== WHAT NEEDS TO BE DONE ==
Lines to return, exactly: from the line with "middle pip: (908, 819)" to the line with "thumb cmc: (1135, 894)" in the entries below, both included.

[Stored data]
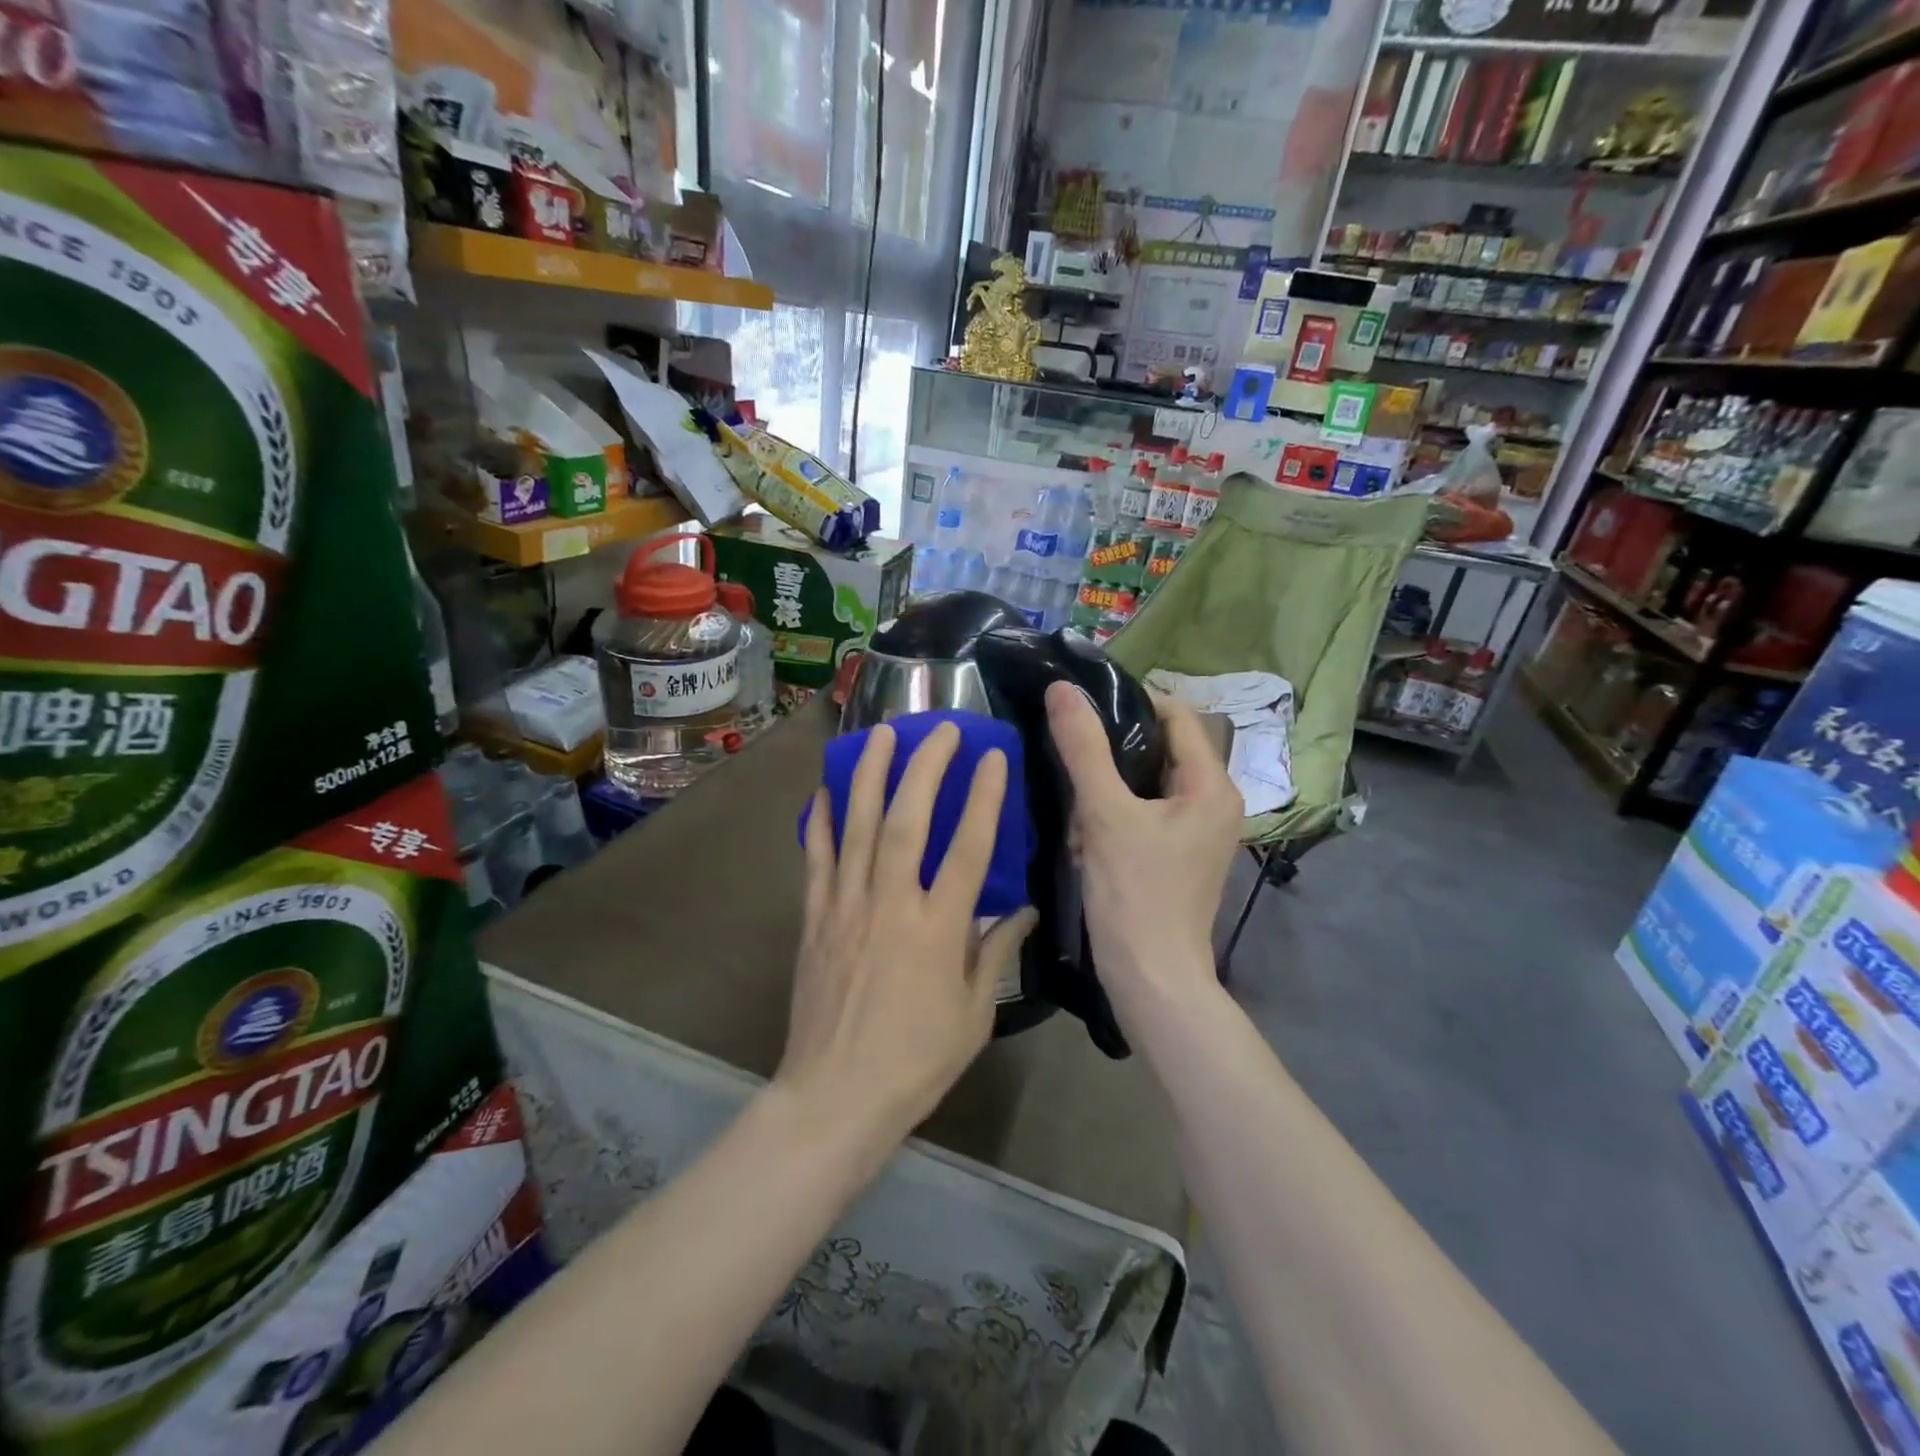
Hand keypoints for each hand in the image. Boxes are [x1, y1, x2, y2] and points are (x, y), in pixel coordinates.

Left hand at [780, 721, 1036, 1148]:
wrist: (836, 1096)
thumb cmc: (916, 1060)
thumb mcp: (975, 1014)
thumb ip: (997, 953)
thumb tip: (1026, 910)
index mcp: (938, 929)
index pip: (968, 848)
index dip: (983, 797)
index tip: (993, 757)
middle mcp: (891, 904)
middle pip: (908, 819)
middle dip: (925, 767)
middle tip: (939, 729)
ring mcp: (846, 906)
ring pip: (858, 826)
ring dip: (869, 774)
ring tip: (879, 734)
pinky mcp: (814, 918)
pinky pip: (817, 858)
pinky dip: (821, 820)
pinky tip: (826, 789)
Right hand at [1045, 681, 1241, 1003]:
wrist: (1151, 980)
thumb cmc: (1135, 894)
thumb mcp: (1105, 814)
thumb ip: (1084, 748)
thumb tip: (1062, 690)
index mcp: (1211, 785)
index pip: (1176, 715)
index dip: (1130, 702)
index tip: (1082, 706)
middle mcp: (1214, 803)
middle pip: (1160, 750)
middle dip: (1113, 752)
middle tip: (1071, 755)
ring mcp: (1198, 833)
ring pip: (1147, 785)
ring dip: (1108, 787)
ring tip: (1074, 801)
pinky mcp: (1178, 856)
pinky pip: (1145, 815)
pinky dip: (1114, 815)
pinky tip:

== ANSWER BELOW ==
middle pip: (908, 819)
middle dip: (925, 767)
middle tip: (939, 729)
ring mcp: (846, 906)
ring pip: (858, 826)
ring dip: (869, 774)
ring tip: (879, 734)
pinky mcp: (814, 918)
pinky pip: (817, 858)
pinky dip: (821, 820)
pinky tip: (826, 789)
Right hand at [1045, 681, 1241, 1003]:
wrist: (1151, 980)
thumb cmc: (1135, 894)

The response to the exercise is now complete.